In two earlier posts I’ve focused on some of the particular issues that may arise during the Senate’s consideration of a comprehensive cybersecurity bill. The focus on the Senate is apt, inasmuch as Senator Reid has promised to bring a bill to the floor for consideration in the coming weeks.
But, as we wait for the debate on the Senate floor to begin in earnest, we should not disregard the action in the House of Representatives, where two competing bills vie for attention. One, the Rogers-Ruppersberger bill (H.R. 3523), is the product of the House Select Committee on Intelligence and was passed out of that Committee on a 17-1 vote. The other, (H.R. 3674) goes by the acronym of the PRECISE Act (Promoting and Enhancing Cybersecurity and Information Sharing Effectiveness Act, of course). It is authored by Congressman Lungren, and has bipartisan support in the House Homeland Security Committee, where it will soon be considered by the full committee. The similarities and differences between them are instructive in illuminating some of the issues of concern in the cybersecurity debate.
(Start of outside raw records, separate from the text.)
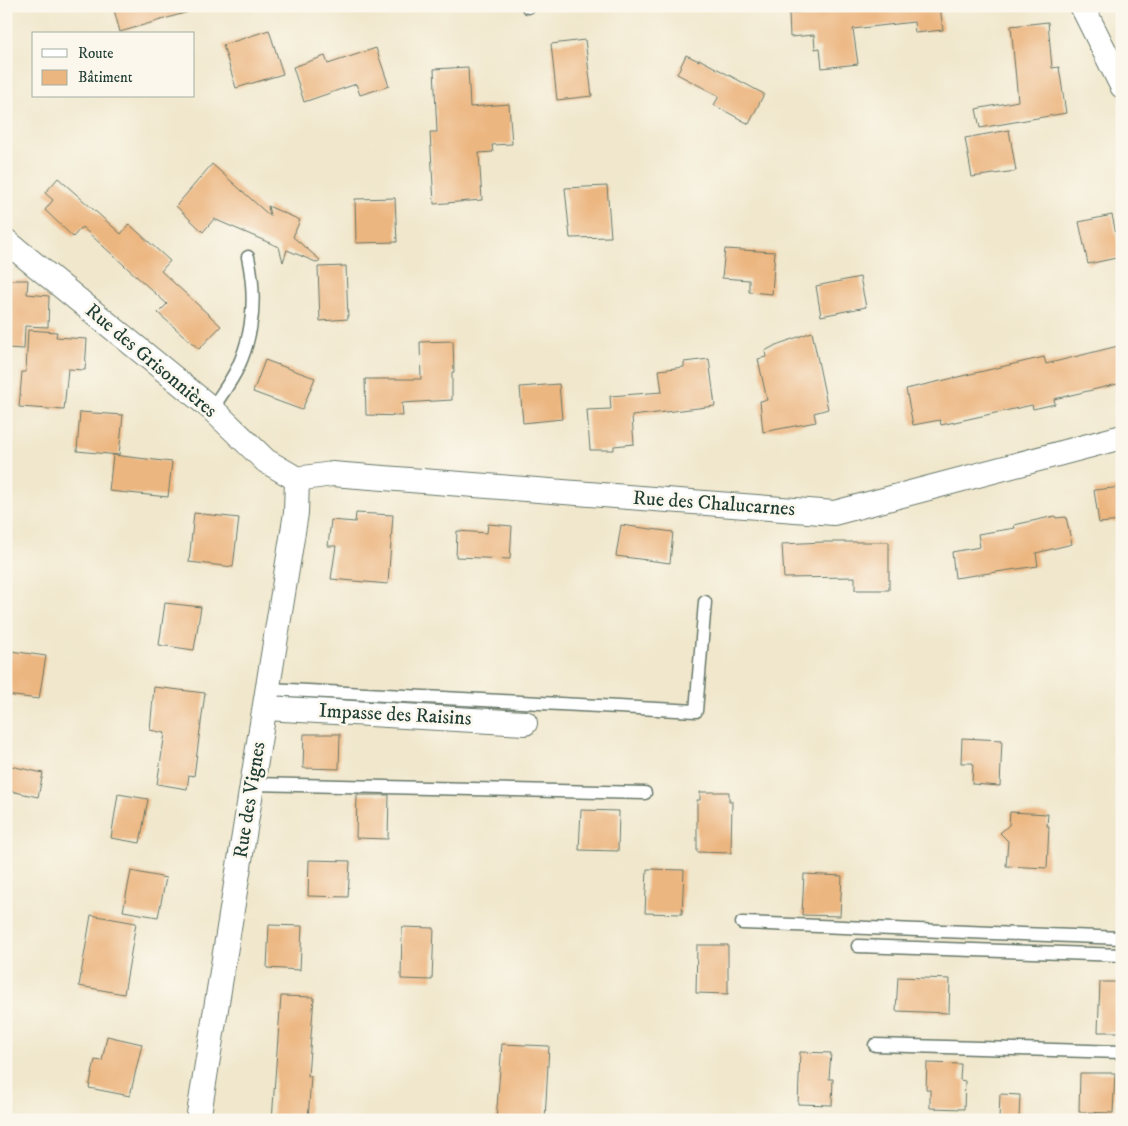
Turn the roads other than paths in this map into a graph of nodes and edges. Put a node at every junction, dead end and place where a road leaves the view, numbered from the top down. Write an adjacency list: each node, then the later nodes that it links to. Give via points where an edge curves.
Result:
1 (1082, 6): 2 (street)
2 (1122, 86)
3 (6, 240): 5 (street, Rue des Grisonnières)
4 (248, 257): 5 (lane, via 253,279 252,327 238,367)
5 (212, 410): 7 (street, Rue des Grisonnières, via 266,461)
6 (1122, 437): 7 (street, Rue des Chalucarnes, via 834,513 332,474)
7 (297, 480): 9 (street, Rue des Vignes, via 296,513)
8 (705, 602): 9 (lane, via 696,711)
9 (267, 699): 10 (street, Impasse des Raisins); 11 (street, Rue des Vignes)
10 (525, 723)
11 (253, 784): 12 (lane); 19 (street, Rue des Vignes)
12 (645, 793)
13 (742, 924): 14 (lane)
14 (1122, 938)
15 (858, 946): 16 (lane)
16 (1122, 954)
17 (875, 1045): 18 (lane)
18 (1122, 1052)
19 (198, 1120)

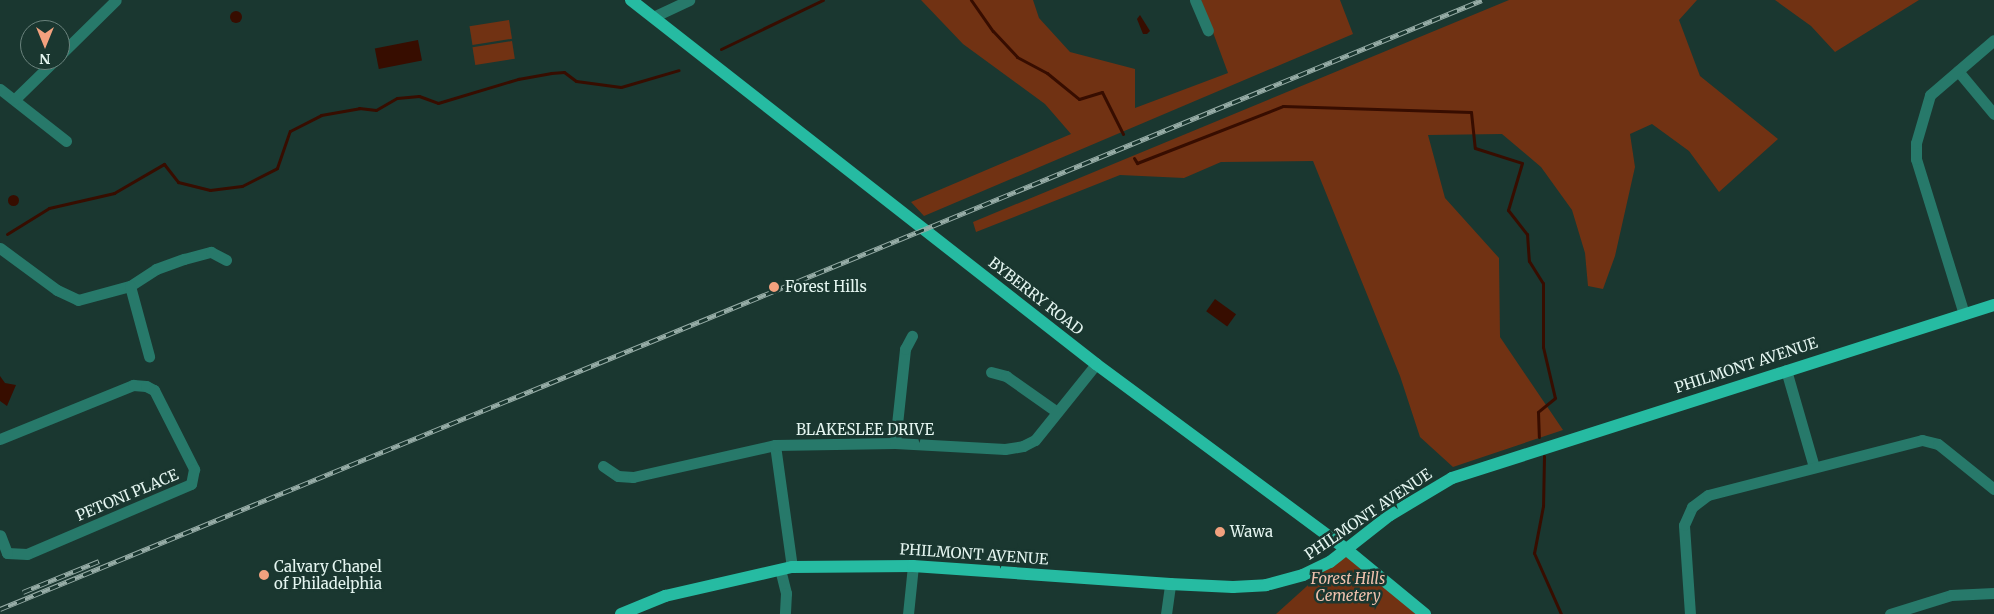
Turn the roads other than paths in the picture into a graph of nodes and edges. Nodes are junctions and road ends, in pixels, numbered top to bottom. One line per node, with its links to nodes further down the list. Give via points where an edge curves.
1 (116, 0): 8 (street)
2 (631, 0): 5 (main road, BYBERRY ROAD)
3 (689, 0): 5 (street)
4 (1195, 0): 6 (street)
5 (653, 17): 22 (main road, BYBERRY ROAD)
6 (1208, 30)
7 (1994, 40): 10 (street)
8 (70, 45)
9 (45, 70): 12 (street)
10 (1958, 71): 13 (street); 19 (street, via 1930,95 1916,143 1916,158)
11 (0, 89): 12 (street)
12 (15, 99): 14 (street)
13 (1994, 114)
14 (66, 141)
15 (0, 248): 17 (street, via 56,290 78,300)
16 (226, 260): 17 (street, via 211,252 184,259 156,269)
17 (130, 286): 21 (street)
18 (1994, 305): 19 (main road, PHILMONT AVENUE)
19 (1964, 314): 23 (main road, PHILMONT AVENUE)
20 (912, 336): 27 (street, via 906,349)
21 (149, 356)
22 (1096, 364): 25 (street, BLAKESLEE DRIVE); 33 (main road, BYBERRY ROAD)
23 (1786, 370): 30 (street); 33 (main road, PHILMONT AVENUE, via 1452,478 1390,515)
24 (991, 372): 25 (street, via 1006,376)
25 (1057, 412): 27 (street, BLAKESLEE DRIVE, via 1035,440 1023,446 1006,449)
26 (0, 439): 32 (street, PETONI PLACE, via 133,385 146,386 154,390 194,469 191,484 27,554 7,553)
27 (895, 443): 28 (street, BLAKESLEE DRIVE)
28 (775, 444): 29 (street, BLAKESLEE DRIVE, via 633,477 618,476); 35 (street)
29 (604, 466)
30 (1814, 466): 31 (street, via 1922,440 1938,444); 43 (street, via 1708,495 1692,507 1683,535)
31 (1994, 489)
32 (0, 535)
33 (1347, 550): 36 (main road, PHILMONT AVENUE, via 1316,570 1266,585); 42 (main road, BYBERRY ROAD)
34 (913, 566): 35 (main road, PHILMONT AVENUE); 36 (main road, PHILMONT AVENUE); 40 (street)
35 (786, 568): 38 (main road, PHILMONT AVENUE, via 666,596); 39 (street)
36 (1170, 584): 41 (street)
37 (1994, 593): 44 (street, via 1951,594)
38 (621, 614)
39 (785, 614)
40 (908, 614)
41 (1166, 614)
42 (1425, 614)
43 (1690, 614)
44 (1890, 614)

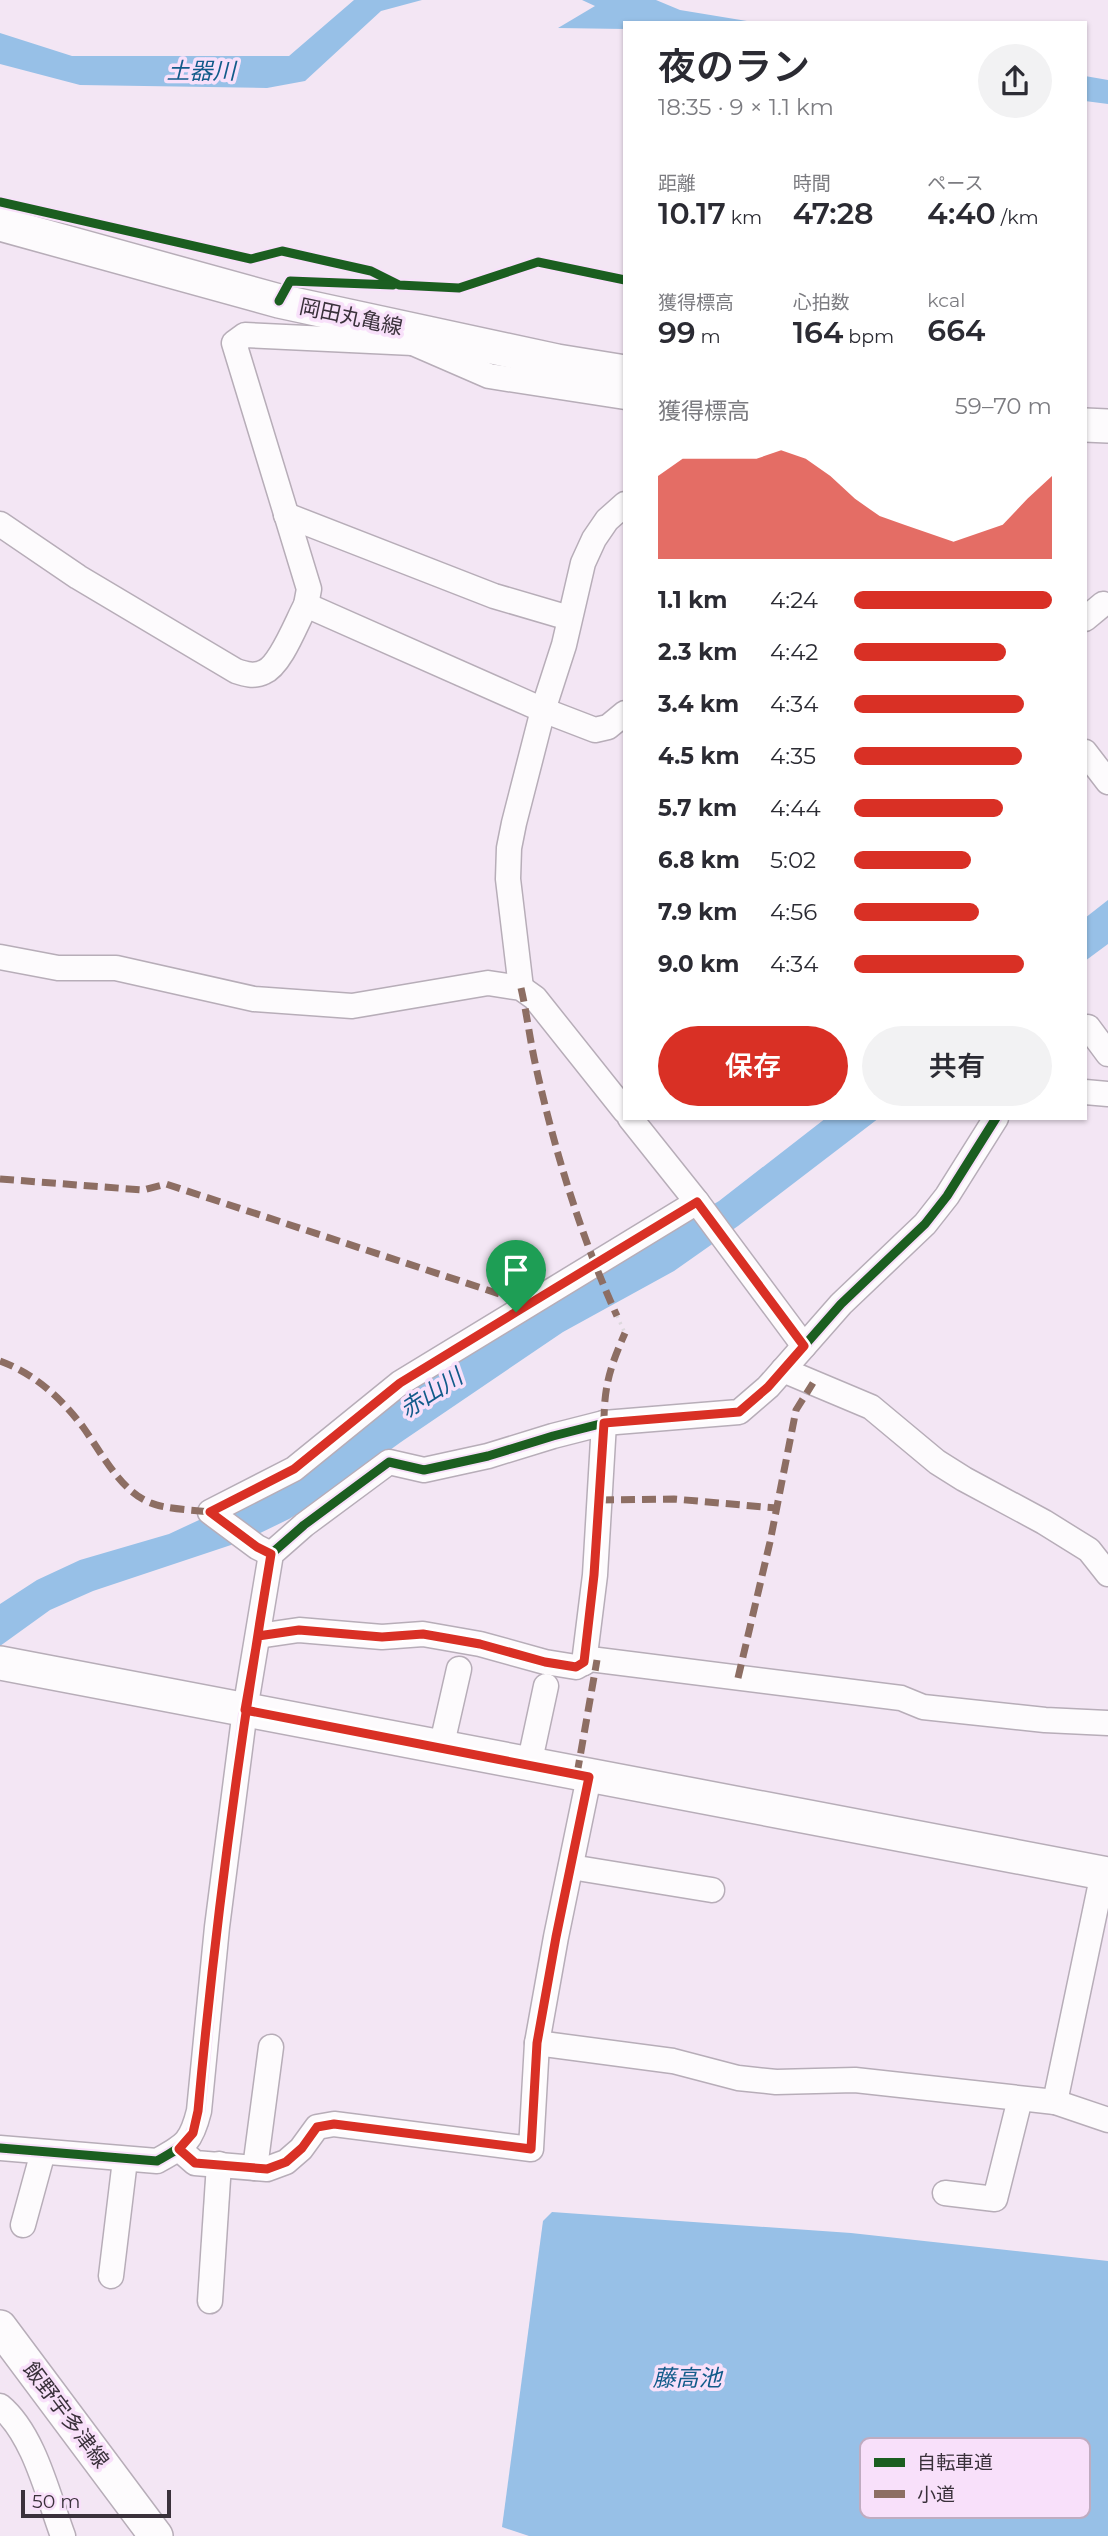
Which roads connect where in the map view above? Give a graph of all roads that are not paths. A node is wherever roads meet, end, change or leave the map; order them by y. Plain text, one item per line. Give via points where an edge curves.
1 (0, 224) edge
2 (416, 337) junction
3 (623, 372) edge
4 (623, 397) edge
5 (1087, 425) edge
6 (1108, 426) edge
7 (623, 506) edge
8 (286, 515) junction
9 (0, 524) edge
10 (306, 605) junction
11 (569, 618) junction
12 (543, 710) junction
13 (623, 715) edge
14 (1087, 755) edge
15 (1108, 782) edge
16 (0, 957) edge
17 (521, 988) junction
18 (1088, 1027) dead end
19 (1108, 1054) edge
20 (1087, 1092) edge
21 (1108, 1094) edge
22 (623, 1108) edge
23 (632, 1120) edge
24 (995, 1120) edge
25 (697, 1202) junction
26 (804, 1346) junction
27 (783, 1370) junction
28 (604, 1423) junction
29 (264, 1551) junction
30 (1108, 1574) edge
31 (258, 1636) junction
32 (0, 1662) edge
33 (584, 1662) junction
34 (459, 1669) dead end
35 (546, 1686) dead end
36 (245, 1710) junction
37 (1108, 1723) edge
38 (441, 1748) junction
39 (528, 1765) junction
40 (589, 1777) junction
41 (571, 1867) junction
42 (1105, 1874) edge
43 (712, 1889) dead end
44 (537, 2043) junction
45 (271, 2047) dead end
46 (1020, 2098) junction
47 (1055, 2102) junction
48 (1108, 2120) edge
49 (0, 2148) edge
50 (179, 2149) junction
51 (43, 2152) junction
52 (125, 2160) junction
53 (219, 2164) junction
54 (255, 2168) junction
55 (945, 2193) dead end
56 (23, 2225) dead end
57 (111, 2276) dead end
58 (209, 2301) dead end
59 (0, 2327) edge
60 (0, 2406) edge
61 (63, 2536) edge
62 (156, 2536) edge

1 - 2 street, 岡田丸亀線
2 - 3 street, 岡田丸亀線
2 - 4 street via 489,376
2 - 8 street via 244,335 234,343
5 - 6 street
7 - 11 street via 594,539 583,562
8 - 10 street via 309,589
8 - 11 street via 494,596
9 - 10 street via 78,578 250,675 265,672 276,661
10 - 12 street
11 - 12 street
12 - 13 street via 595,730 608,727
12 - 17 street via 509,848 510,910
14 - 15 street
16 - 17 street via 58,968 116,968 254,999 352,1006 488,983
17 - 22 street via 535,998
18 - 19 street
20 - 21 street
23 - 25 street
24 - 26 street via 925,1224
25 - 26 street
25 - 29 street via 400,1383 294,1469 210,1512
26 - 27 street
27 - 28 street via 739,1412
27 - 30 street via 872,1407 946,1468 1089,1550
28 - 29 street via 424,1471 389,1462
28 - 33 street
29 - 31 street
31 - 33 street via 299,1630 382,1637 423,1634 545,1662 576,1667
31 - 36 street
32 - 36 street
33 - 37 street via 590,1659 901,1698 923,1707
34 - 38 street
35 - 39 street
36 - 38 street
36 - 50 street via 198,2111 193,2133
38 - 39 street
39 - 40 street
40 - 41 street
40 - 42 street
41 - 43 street
41 - 44 street
42 - 47 street
44 - 46 street via 673,2062 738,2078 855,2080
44 - 54 street via 531,2149 334,2124 317,2127 286,2162
45 - 54 street
46 - 47 street
46 - 55 street via 995,2199
47 - 48 street
49 - 51 street
50 - 52 street via 157,2161
50 - 53 street via 195,2163
51 - 52 street
51 - 56 street
52 - 57 street
53 - 54 street
53 - 58 street
59 - 62 street, 飯野宇多津線
60 - 61 street via 19,2427 35,2459

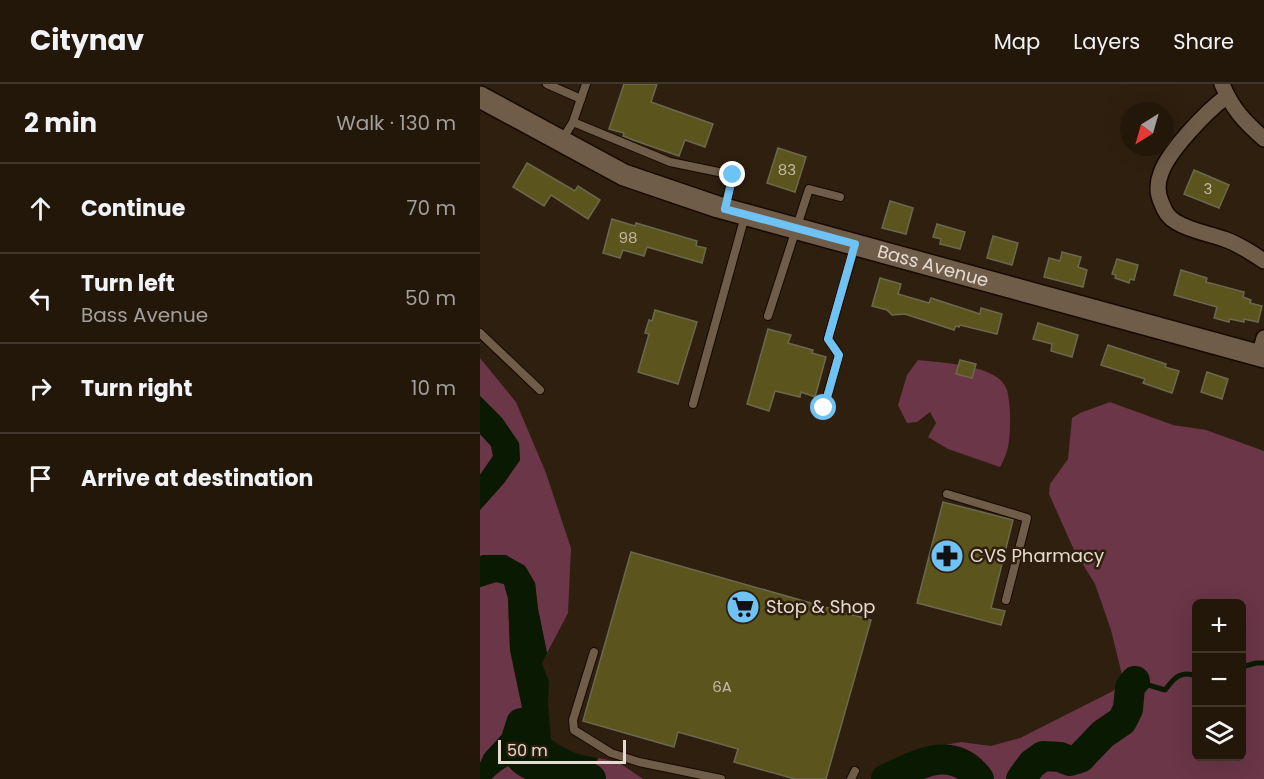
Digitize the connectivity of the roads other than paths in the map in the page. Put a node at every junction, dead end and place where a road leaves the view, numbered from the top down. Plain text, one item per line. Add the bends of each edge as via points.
1 (547, 84) edge
2 (586, 84) edge
3 (1225, 90) edge
4 (480, 97) edge
5 (581, 99) junction
6 (573, 122) junction
7 (1264, 139) edge
8 (561, 141) junction
9 (840, 197) dead end
10 (725, 209) junction
11 (746, 214) junction
12 (796, 228) junction
13 (855, 244) junction
14 (1264, 261) edge
15 (768, 316) dead end
16 (480, 333) edge
17 (1262, 350) edge
18 (540, 390) dead end
19 (693, 404) dead end
20 (824, 408) dead end
21 (946, 494) dead end
22 (1006, 600) dead end
23 (594, 652) dead end
24 (720, 779) edge

1 - 5 lane
2 - 5 lane
3 - 7 street via 1229,102
3 - 14 street via 1162,170 1158,184 1160,199 1167,215 1175,221 1226,239
4 - 8 main road, Bass Avenue
5 - 6 lane
6 - 8 lane
6 - 10 lane via 670,162 733,175
8 - 10 main road, Bass Avenue via 624,175
9 - 12 lane via 809,189
10 - 11 main road, Bass Avenue
11 - 12 main road, Bass Avenue
11 - 19 lane
12 - 13 main road, Bass Avenue
12 - 15 lane
13 - 17 main road, Bass Avenue
13 - 20 lane via 828,339 839,355
16 - 18 lane
21 - 22 lane via 1027,518
23 - 24 lane via 573,720 574,729 611,753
Who Is In Charge: By far the most salient difference between the two bills (both from a political and a practical perspective) is reflective of their provenance, Congressional committee jurisdiction rules and, inevitably, gentle Executive Branch turf wars.
H.R. 3523, coming as it does from the Intelligence Committee, gives a leading role to the Director of National Intelligence. He is responsible for establishing procedures to broadly share cyber threat information with the private sector. The private sector, in turn, is authorized to share cybersecurity information both amongst themselves and with the Federal government (though exactly who in the Federal government is neither mandated nor specified).
By contrast, H.R. 3674 gives pride of place to the Secretary for Homeland Security. DHS is given responsibility for maintaining a clearing house of cyber threat information and disseminating that information broadly within the Federal government and to the private sector. Clearly, the choice between DHS or DoD/NSA as the principal interlocutor between the Federal government and the private sector is a choice fraught with political tension and practical effect.
Private Sector Sharing: Interestingly, and creatively (though I am pleased to say that the idea is quite similar to one I wrote about a couple of years ago) H.R. 3674 also creates a non-profit private sector corporation to manage the private-to-private aspects of cyber threat information sharing. The new “National Information Sharing Organization” would be managed by a joint public-private board of directors with additional representation from privacy and civil liberties NGOs. It would be charged with enabling private-sector cyber threat information sharing – but only with significant privacy protections.
H.R. 3523 takes a different approach. It simply authorizes private-to-private sharing among a defined class of cybersecurity providers without the bureaucracy of a new organization. Under its provisions, review and oversight of the information sharing program would be delegated to the Privacy and Civil Liberties Oversight Board (an entity created by legislation in 2004 which has yet to become operational). Here, the “minimalist” approach of the Rogers-Ruppersberger bill contrasts quite sharply with the more “structural” approach of the Lungren proposal.
What Data and How Is it Used: Another point of contrast between the two bills lies in their respective definitions of what types of information can be shared. The House Homeland Security bill identifies a specific limited category of cyber threat information that can be shared -- it authorizes the new NISO to share only information “necessary to describe a method of defeating technical controls on a system or network that corresponds to a cyber theat.” The Rogers bill has a broader definition, authorizing the sharing of any information pertaining to the protection of a cyber system against “efforts to degrade, disrupt, or destroy” the system or to “theft or misappropriation” of information from the system. Needless to say, the broader definition concerns privacy advocates, while the narrower definition gives pause to more security-minded analysts.
Likewise, by narrowing the definition of what can be shared, the Lungren bill also restricts the governmental purposes for which cyber threat information can be shared – in effect, stove-piping cyber threat information and disaggregating it from other types of intelligence collection and analysis. H.R. 3523, on the other hand, is silent on the topic, presumptively permitting cyber threat information to be aggregated with other intelligence data as a means of further “connecting the dots.”
Finally, the bills do share one point of agreement that some find troubling. Both make clear that the information shared by the private sector with the federal government cannot be used for Federal regulatory purposes (which makes sense – who is going to share information about a vulnerability if that becomes the basis for an enforcement action) and that the information is proprietary and exempt from disclosure rules like FOIA (again, a necessary incentive). Some good government advocates might prefer a more mandatory model and are concerned that private sector actors will conceal their misdeeds or avoid responsibility for them through these types of disclosures.
One final note: Both House bills are far less directive and mandatory than their Senate counterparts. The Rodgers bill has no regulatory structure at all, while PRECISE has a comparatively light, risk-assessment and standards based approach that would be significantly less intrusive on the private sector than either the earlier Senate drafts or the Obama Administration proposal. Depending on your viewpoint that is either an advantage or a disadvantage, but the distinction is quite clear.